The next two speakers give a presentation relating to background insulin and its capability to last over 24 hours and probably more interestingly the misconceptions surrounding the Somogyi effect or rebound Hyperglycemia. It has been suggested that many high blood sugars in the morning are caused by night-time hypos. The presenters contended that this is generally NOT the case, the night time hypos only result in a relatively small rise in blood sugar. So if this is not the cause then what is ? It was suggested that the cause is a form of the Dawn Phenomenon where the body releases hormones. The factors that cause this rise are length of sleep, duration that a person has had diabetes and horizontal posture. The biggest issue with this hormone release is it occurs from 5am onwards. This means using an increase of background insulin the night before is not a good way to treat it, since a hypo would occur in the hours before the increase in hormones. The only effective way to treat it is by injecting fast acting insulin, which is a bit of an issue since most people are not awake at 5am. One method would be the use of insulin pumps, but since these are still not widely available to all Diabetics there is no easy solution.

The next presentation was an update on developments in the DAFNE research program, volunteer DAFNE Centres were asked for to undertake two Pilot Studies. The first was on the use of pumps verses multiple injections with the DAFNE approach. The second was a DAFNE Course run over 5 weeks rather than 5 consecutive days. At this stage studies would only be trials to look into these potential approaches.

The final presentation of the morning was an update on the psychosocical study being made of DAFNE.
Details of this presentation will be added later once we have permission to produce it online, since it is research work it needs to be cleared for publication first.

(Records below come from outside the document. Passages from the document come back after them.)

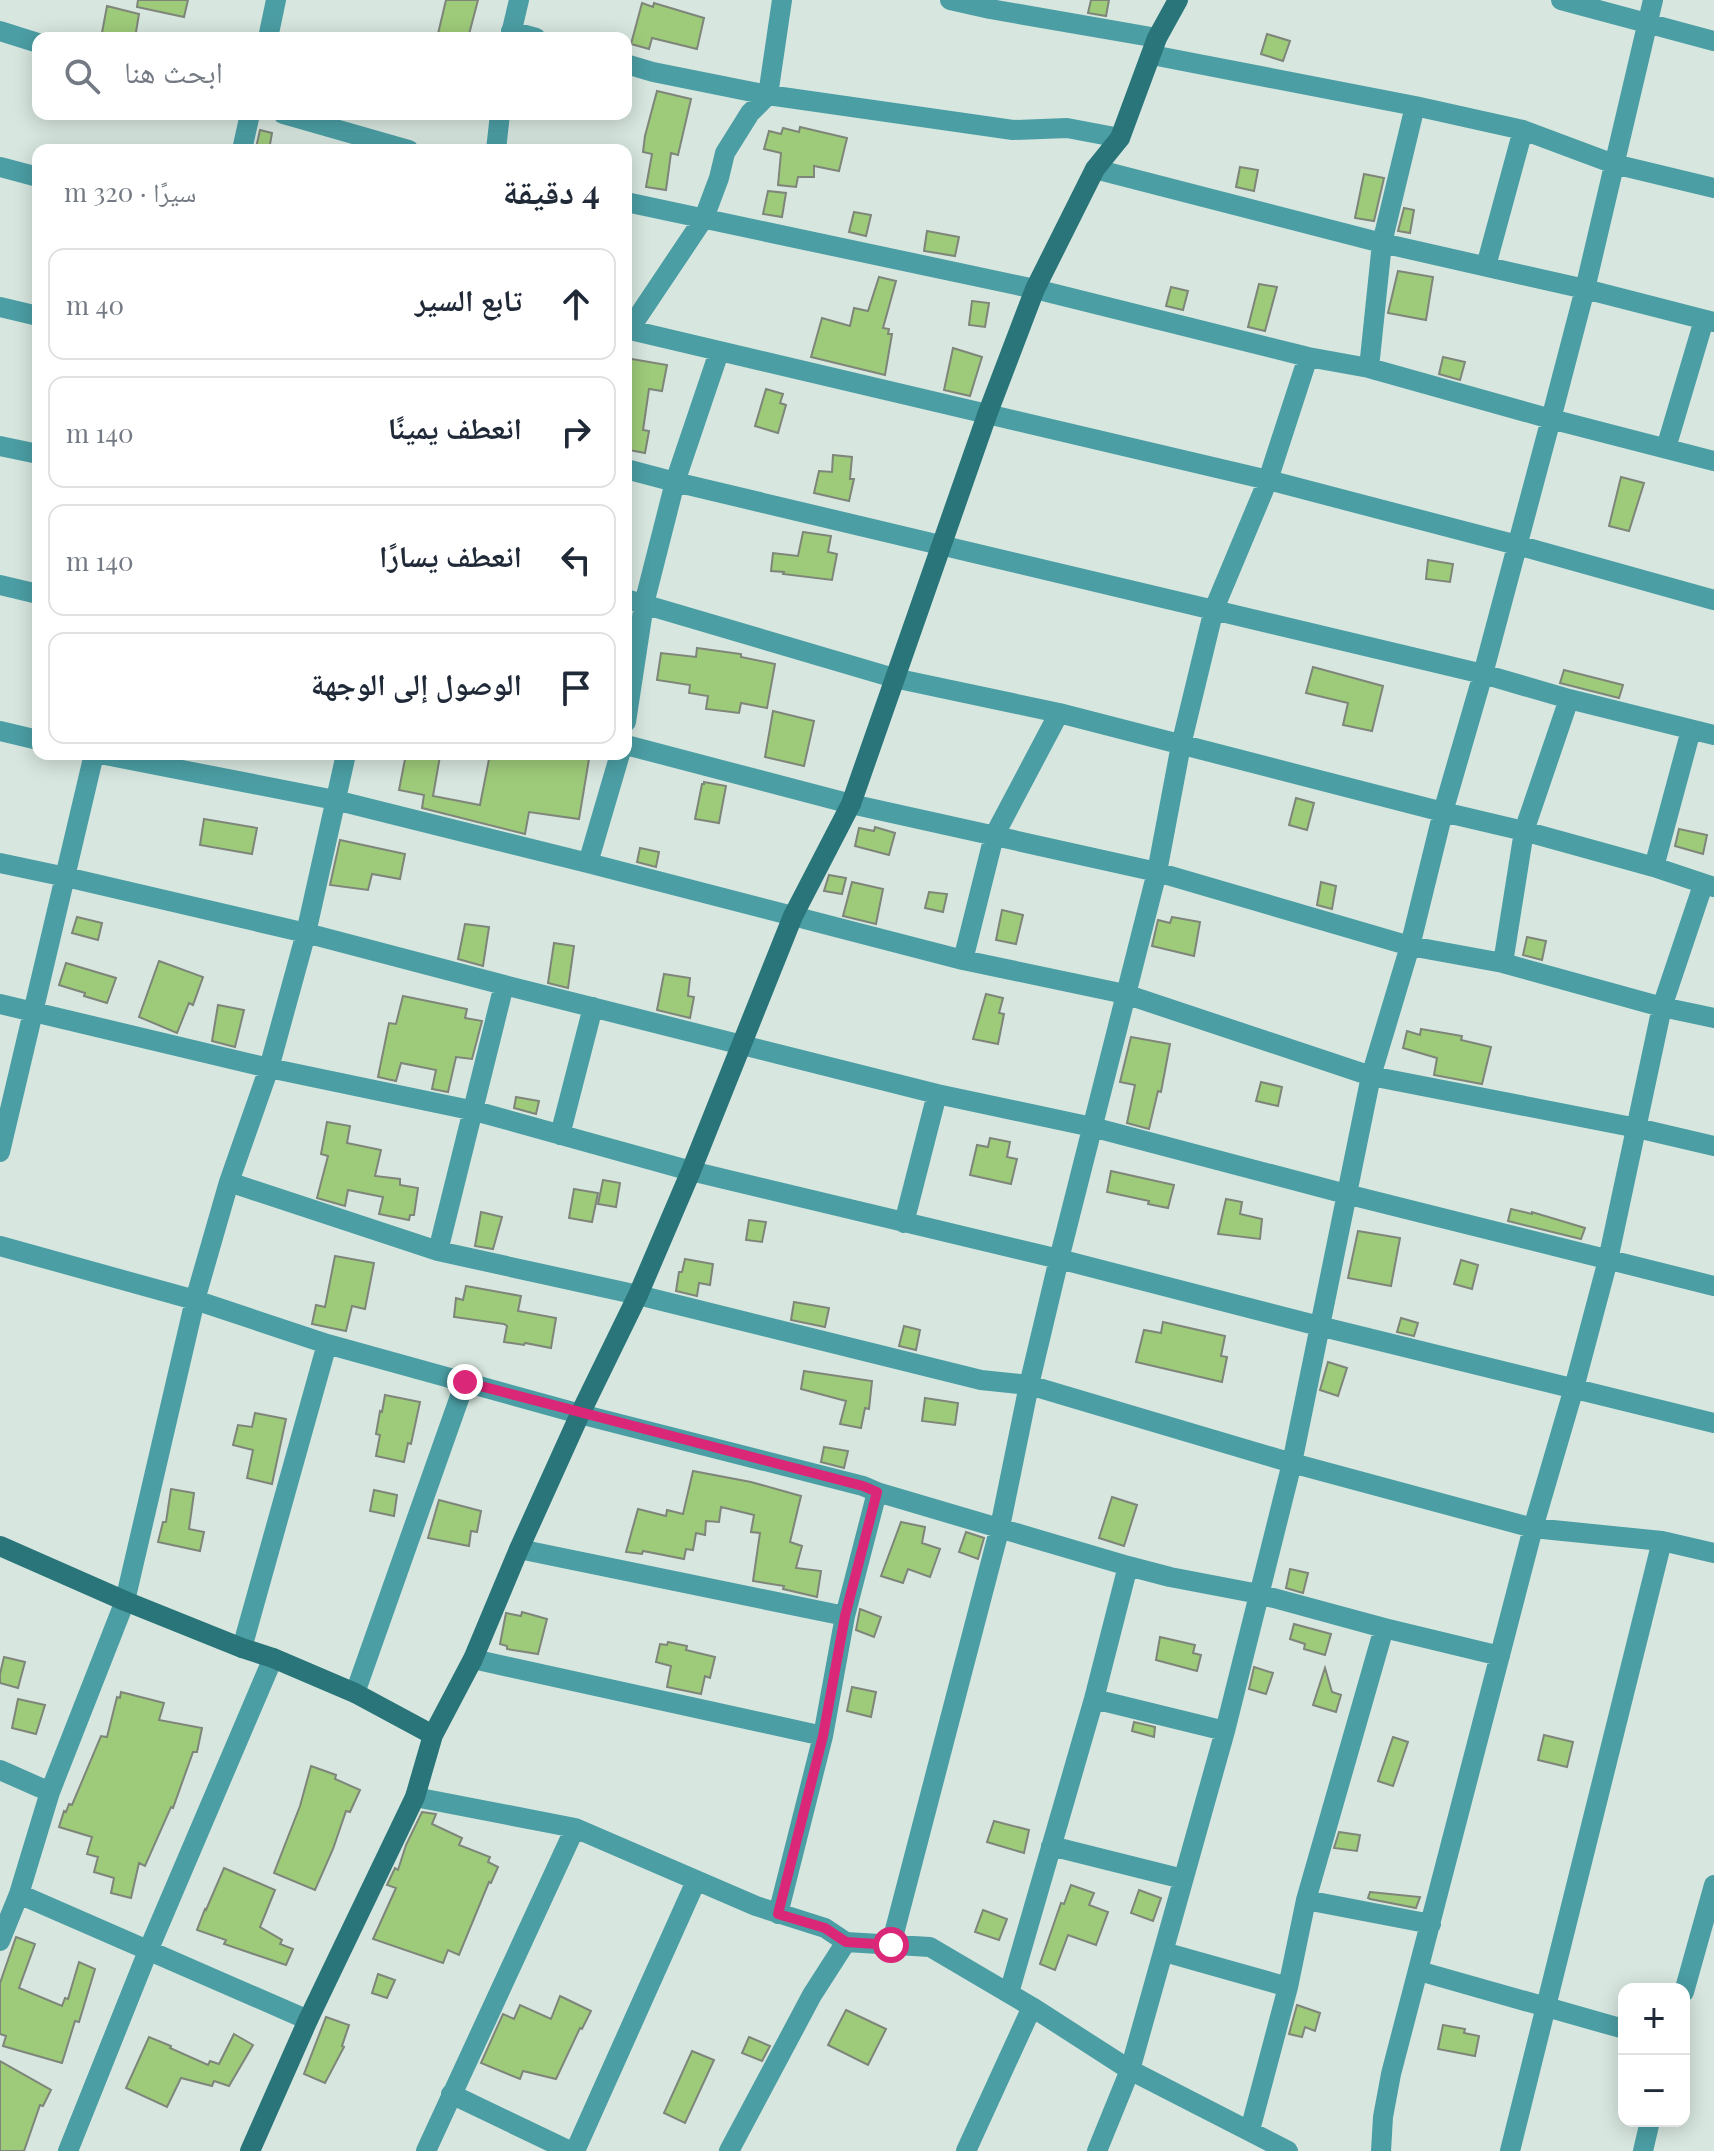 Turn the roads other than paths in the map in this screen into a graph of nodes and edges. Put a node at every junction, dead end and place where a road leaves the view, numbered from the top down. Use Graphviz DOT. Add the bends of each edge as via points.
graph roads {
  1 [pos="276,0"];
  2 [pos="519,0"];
  3 [pos="782,0"];
  4 [pos="950,0"];
  5 [pos="1178,0"];
  6 [pos="1561,0"];
  7 [pos="1653,0"];
  8 [pos="991,4"];
  9 [pos="1647,24"];
  10 [pos="0,31"];
  11 [pos="269,32"];
  12 [pos="511,32"];
  13 [pos="32,41"];
  14 [pos="1714,41"];
  15 [pos="1155,46"];
  16 [pos="632,66"];
  17 [pos="768,95"];
  18 [pos="1415,106"];
  19 [pos="249,120"];
  20 [pos="304,120"];
  21 [pos="499,120"];
  22 [pos="1523,130"];
  23 [pos="1120,138"];
  24 [pos="243,144"];
  25 [pos="388,144"];
  26 [pos="497,144"];
  27 [pos="1614,164"];
  28 [pos="0,167"];
  29 [pos="1095,169"];
  30 [pos="32,175"];
  31 [pos="1714,188"];
  32 [pos="632,203"];
  33 [pos="704,218"];
  34 [pos="1382,243"];
  35 [pos="1486,266"];
  36 [pos="1035,289"];
  37 [pos="1585,289"];
  38 [pos="0,307"];
  39 [pos="32,315"];
  40 [pos="1709,321"];
  41 [pos="632,322"];
  42 [pos="632,330"];
  43 [pos="719,352"];
  44 [pos="1308,357"];
  45 [pos="1369,368"];
  46 [pos="987,415"];
  47 [pos="1551,419"];
  48 [pos="0,446"];
  49 [pos="1666,448"];
  50 [pos="32,453"];
  51 [pos="1714,461"];
  52 [pos="632,471"];
  53 [pos="1268,480"];
  54 [pos="675,482"];
  55 [pos="1517,545"];
  56 [pos="940,546"];
  57 [pos="0,585"];
  58 [pos="32,593"];
  59 [pos="1714,600"];
  60 [pos="635,602"];
  61 [pos="1214,609"];
  62 [pos="632,642"];
  63 [pos="1483,674"];
  64 [pos="894,678"];
  65 [pos="1569,699"];
  66 [pos="1059,713"];
  67 [pos="1691,730"];
  68 [pos="0,731"];
  69 [pos="1714,735"];
  70 [pos="32,739"];
  71 [pos="1181,745"];
  72 [pos="632,747"];
  73 [pos="95,760"];
  74 [pos="128,760"];
  75 [pos="345,760"];
  76 [pos="618,760"];
  77 [pos="335,800"];
  78 [pos="851,804"];
  79 [pos="1443,812"];
  80 [pos="1524,831"];
  81 [pos="994,836"];
  82 [pos="0,863"];
  83 [pos="588,863"];
  84 [pos="1654,867"];
  85 [pos="1157,872"];
  86 [pos="66,877"];
  87 [pos="1708,886"];
  88 [pos="793,916"];
  89 [pos="306,933"];
  90 [pos="1410,946"];
  91 [pos="963,960"];
  92 [pos="1503,963"];
  93 [pos="504,985"];
  94 [pos="1125,994"];
  95 [pos="0,1004"];
  96 [pos="593,1007"];
  97 [pos="1662,1007"];
  98 [pos="34,1011"];
  99 [pos="1714,1018"];
  100 [pos="740,1044"];
  101 [pos="269,1068"];
  102 [pos="1371,1076"];
  103 [pos="937,1094"];
  104 [pos="475,1111"];
  105 [pos="1092,1127"];
  106 [pos="1637,1128"];
  107 [pos="560,1135"];
  108 [pos="1714,1146"];
  109 [pos="0,1152"];
  110 [pos="691,1171"];
  111 [pos="229,1182"];
  112 [pos="1346,1194"];
  113 [pos="904,1223"];
  114 [pos="0,1246"];
  115 [pos="438,1251"];
  116 [pos="1059,1259"];
  117 [pos="1608,1260"];
  118 [pos="1714,1286"];
  119 [pos="638,1295"];
  120 [pos="195,1300"];
  121 [pos="1319,1326"];
  122 [pos="327,1344"];
  123 [pos="465,1382"];
  124 [pos="1029,1385"];
  125 [pos="1574,1388"];
  126 [pos="580,1414"];
  127 [pos="1714,1423"];
  128 [pos="1292,1463"];
  129 [pos="877,1492"];
  130 [pos="1000,1527"];
  131 [pos="1533,1528"];
  132 [pos="1662,1541"];
  133 [pos="0,1546"];
  134 [pos="519,1549"];
  135 [pos="1714,1553"];
  136 [pos="1128,1566"];
  137 [pos="1259,1594"];
  138 [pos="125,1601"];
  139 [pos="845,1616"];
  140 [pos="1384,1628"];
  141 [pos="242,1648"];
  142 [pos="1500,1656"];
  143 [pos="273,1658"];
  144 [pos="473,1659"];
  145 [pos="355,1693"];
  146 [pos="1094,1699"];
  147 [pos="1225,1731"];
  148 [pos="433,1735"];
  149 [pos="823,1736"];
  150 [pos="0,1770"];
  151 [pos="50,1792"];
  152 [pos="415,1797"];
  153 [pos="575,1828"];
  154 [pos="1051,1846"];
  155 [pos="1183,1879"];
  156 [pos="696,1881"];
  157 [pos="1714,1885"];
  158 [pos="19,1894"];
  159 [pos="1306,1900"];
  160 [pos="778,1914"];
  161 [pos="1431,1924"];
  162 [pos="0,1941"];
  163 [pos="846,1942"];
  164 [pos="891,1945"];
  165 [pos="148,1951"];
  166 [pos="1164,1952"];
  167 [pos="1419,1971"];
  168 [pos="1687,1983"];
  169 [pos="1288,1987"];
  170 [pos="1009,1993"];
  171 [pos="1032,2007"];
  172 [pos="1546,2007"];
  173 [pos="308,2020"];
  174 [pos="1618,2027"];
  175 [pos="1130,2070"];
  176 [pos="451,2094"];
  177 [pos="1649,2127"];
  178 [pos="1250,2130"];
  179 [pos="1276,2148"];
  180 [pos="68,2151"];
  181 [pos="250,2151"];
  182 [pos="426,2151"];
  183 [pos="572,2151"];
  184 [pos="729,2151"];
  185 [pos="966,2151"];
  186 [pos="1097,2151"];
  187 [pos="1381,2151"];
  188 [pos="1510,2151"];
  189 [pos="1643,2151"];
  1 -- 11 [label="street"];
  2 -- 12 [label="street"];
  3 -- 17 [label="street"];
  4 -- 8 [label="street"];
  5 -- 15 [label="street"];
  6 -- 9 [label="street"];
  7 -- 9 [label="street"];
  8 -- 15 [label="street"];
  9 -- 14 [label="street"];
  9 -- 27 [label="street"];
  10 -- 13 [label="street"];
  15 -- 18 [label="street"];
  15 -- 23 [label="street"];
  16 -- 17 [label="street"];
  17 -- 23 [label="street" via="1013,130 1067,128"];
  17 -- 33 [label="street" via="725,153"];
  18 -- 22 [label="street"];
  18 -- 34 [label="street"];
  19 -- 24 [label="street"];
  20 -- 25 [label="street"];
  21 -- 26 [label="street"];
  22 -- 27 [label="street"];
  22 -- 35 [label="street"];
  23 -- 29 [label="street"];
  27 -- 31 [label="street"];
  27 -- 37 [label="street"];
  28 -- 30 [label="street"];
  29 -- 34 [label="street"];
  29 -- 36 [label="street"];
  32 -- 33 [label="street"];
  33 -- 36 [label="street"];
  33 -- 41 [label="street"];
  34 -- 35 [label="street"];
  34 -- 45 [label="street"];
  35 -- 37 [label="street"];
  36 -- 44 [label="street"];
  36 -- 46 [label="street"];
  37 -- 40 [label="street"];
  37 -- 47 [label="street"];
  38 -- 39 [label="street"];
  40 -- 49 [label="street"];
  42 -- 43 [label="street"];
  43 -- 46 [label="street"];
  43 -- 54 [label="street"];
  44 -- 45 [label="street"];
  44 -- 53 [label="street"];
  45 -- 47 [label="street"];
  46 -- 53 [label="street"];
  46 -- 56 [label="street"];
  47 -- 49 [label="street"];
  47 -- 55 [label="street"];
  48 -- 50 [label="street"];
  49 -- 51 [label="street"];
  52 -- 54 [label="street"];
  53 -- 55 [label="street"];
  53 -- 61 [label="street"];
  54 -- 56 [label="street"];
  54 -- 60 [label="street"];
  55 -- 59 [label="street"];
  55 -- 63 [label="street"];
  56 -- 61 [label="street"];
  56 -- 64 [label="street"];
  57 -- 58 [label="street"];
  60 -- 62 [label="street"];
  60 -- 64 [label="street"];
  61 -- 63 [label="street"];
  61 -- 71 [label="street"];
  63 -- 65 [label="street"];
  63 -- 79 [label="street"];
  64 -- 66 [label="street"];
  64 -- 78 [label="street"];
  65 -- 67 [label="street"];
  65 -- 80 [label="street"];
  66 -- 71 [label="street"];
  66 -- 81 [label="street"];
  67 -- 69 [label="street"];
  67 -- 84 [label="street"];
  68 -- 70 [label="street"];
  71 -- 79 [label="street"];
  71 -- 85 [label="street"];
  72 -- 78 [label="street"];
  73 -- 86 [label="street"];
  74 -- 77 [label="street"];
  75 -- 77 [label="street"];
  76 -- 83 [label="street"];
  77 -- 83 [label="street"];
  77 -- 89 [label="street"];
  78 -- 81 [label="street"];
  78 -- 88 [label="street"];
  79 -- 80 [label="street"];
  79 -- 90 [label="street"];
  80 -- 84 [label="street"];
  80 -- 92 [label="street"];
  81 -- 85 [label="street"];
  81 -- 91 [label="street"];
  82 -- 86 [label="street"];
  83 -- 88 [label="street"];
  84 -- 87 [label="street"];
  85 -- 90 [label="street"];
  85 -- 94 [label="street"];
  86 -- 89 [label="street"];
  86 -- 98 [label="street"];
  87 -- 97 [label="street"];
  88 -- 91 [label="street"];
  88 -- 100 [label="street"];
  89 -- 93 [label="street"];
  89 -- 101 [label="street"];
  90 -- 92 [label="street"];
  90 -- 102 [label="street"];
  91 -- 94 [label="street"];
  92 -- 97 [label="street"];
  93 -- 96 [label="street"];
  93 -- 104 [label="street"];
  94 -- 102 [label="street"];
  94 -- 105 [label="street"];
  95 -- 98 [label="street"];
  96 -- 100 [label="street"];
  96 -- 107 [label="street"];
  97 -- 99 [label="street"];
  97 -- 106 [label="street"];
  98 -- 101 [label="street"];
  98 -- 109 [label="street"];
  100 -- 103 [label="street"];
  100 -- 110 [label="street"];
  101 -- 104 [label="street"];
  101 -- 111 [label="street"];
  102 -- 106 [label="street"];
  102 -- 112 [label="street"];
  103 -- 105 [label="street"];
  103 -- 113 [label="street"];
  104 -- 107 [label="street"];
  104 -- 115 [label="street"];
  105 -- 112 [label="street"];
  105 -- 116 [label="street"];
  106 -- 108 [label="street"];
  106 -- 117 [label="street"];
  107 -- 110 [label="street"];
  110 -- 113 [label="street"];
  110 -- 119 [label="street"];
  111 -- 115 [label="street"];
  111 -- 120 [label="street"];
  112 -- 117 [label="street"];
  112 -- 121 [label="street"];
  113 -- 116 [label="street"];
  114 -- 120 [label="street"];
  115 -- 119 [label="street"];
  116 -- 121 [label="street"];
  116 -- 124 [label="street"];
  117 -- 118 [label="street"];
  117 -- 125 [label="street"];
  119 -- 124 [label="street" via="981,1380"];
  119 -- 126 [label="street"];
  120 -- 122 [label="street"];
  120 -- 138 [label="street"];
  121 -- 125 [label="street"];
  121 -- 128 [label="street"];
  122 -- 123 [label="street"];
  122 -- 141 [label="street"];
  123 -- 126 [label="street"];
  123 -- 145 [label="street"];
  124 -- 128 [label="street"];
  124 -- 130 [label="street"];
  125 -- 127 [label="street"];
  125 -- 131 [label="street"];
  126 -- 129 [label="street"];
  126 -- 134 [label="street"];
  128 -- 131 [label="street"];
  128 -- 137 [label="street"];
  129 -- 130 [label="street"];
  129 -- 139 [label="street"];
  130 -- 136 [label="street"];
  130 -- 164 [label="street"];
  131 -- 132 [label="street"];
  131 -- 142 [label="street"];
  132 -- 135 [label="street"];
  132 -- 172 [label="street"];
  133 -- 138 [label="street"];
  134 -- 139 [label="street"];
  134 -- 144 [label="street"];
  136 -- 137 [label="street"];
  136 -- 146 [label="street"];
  137 -- 140 [label="street"];
  137 -- 147 [label="street"];
  138 -- 141 [label="street"];
  138 -- 151 [label="street"];
  139 -- 149 [label="street"];
  140 -- 142 [label="street"];
  140 -- 159 [label="street"];
  141 -- 143 [label="street"];
  142 -- 161 [label="street"];
  143 -- 145 [label="street"];
  143 -- 165 [label="street"];
  144 -- 148 [label="street"];
  144 -- 149 [label="street"];
  145 -- 148 [label="street"];
  146 -- 147 [label="street"];
  146 -- 154 [label="street"];
  147 -- 155 [label="street"];
  148 -- 152 [label="street"];
  149 -- 160 [label="street"];
  150 -- 151 [label="street"];
  151 -- 158 [label="street"];
  152 -- 153 [label="street"];
  152 -- 173 [label="street"];
  153 -- 156 [label="street"];
  153 -- 176 [label="street"];
  154 -- 155 [label="street"];
  154 -- 170 [label="street"];
  155 -- 166 [label="street"];
  156 -- 160 [label="street"];
  156 -- 183 [label="street"];
  157 -- 168 [label="street"];
  158 -- 162 [label="street"];
  158 -- 165 [label="street"];
  159 -- 161 [label="street"];
  159 -- 169 [label="street"];
  160 -- 163 [label="street" via="825,1928"];
  161 -- 167 [label="street"];
  163 -- 164 [label="street"];
  163 -- 184 [label="street"];
  164 -- 170 [label="street" via="930,1947"];
  165 -- 173 [label="street"];
  165 -- 180 [label="street"];
  166 -- 169 [label="street"];
  166 -- 175 [label="street"];
  167 -- 172 [label="street"];
  167 -- 187 [label="street" via="1391,2074"];
  169 -- 178 [label="street"];
  170 -- 171 [label="street"];
  171 -- 175 [label="street"];
  171 -- 185 [label="street"];
  172 -- 174 [label="street"];
  172 -- 188 [label="street"];
  173 -- 181 [label="street"];
  175 -- 178 [label="street"];
  175 -- 186 [label="street"];
  176 -- 182 [label="street"];
  176 -- 183 [label="street"];
  177 -- 189 [label="street"];
  178 -- 179 [label="street"];
}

It was then lunch time and the overwhelming urge in a room of 100+ DAFNE educators to pull out a set of scales was very hard to resist !

After lunch 2 workshops were attended by all attendees, there were 8 different workshops and hopefully we will have write-ups from them appearing on the site at a later stage. After the workshops a brief summary of each workshop was given to all attendees and the meeting was closed.

Alzibiff DAFNE Graduate
Pennine Acute Hospitals
21 posts

Thank you for that write up Marke. I found the "dawn phenomenon" bit of interest and eagerly await DAFNE guidance for pump users now that I have switched to one of those after 42 years of injections. As said - very much appreciated.

Alan

Jennifer DAFNE Graduate
NHS Grampian
11 posts

Hi marke,

Thanks for that. I have recently been having trouble with really high BGLs in the mornings even when all seems well at night time. I found it really interesting what you mentioned about the Dawn Phenomenon. Perhaps I will have to investigate more!!

marke Site Administrator
South East Kent PCT
642 posts

I get the problem of high BG's in the morning as well, so it interests me too. Unfortunately this theory probably needs further investigation/research especially to find an effective solution. What is needed is an injection of quick acting insulin about 5am, obviously this is not convenient to most people so another solution needs to be found. Perhaps by using a pump, however that would need solid evidence before PCT's could be persuaded to issue pumps.
The collaborative speaker did not have a solution at this time, just an identification of a possible cause of high morning BGs. Like most things medical it takes a while to move from 'theory' to accepted solution.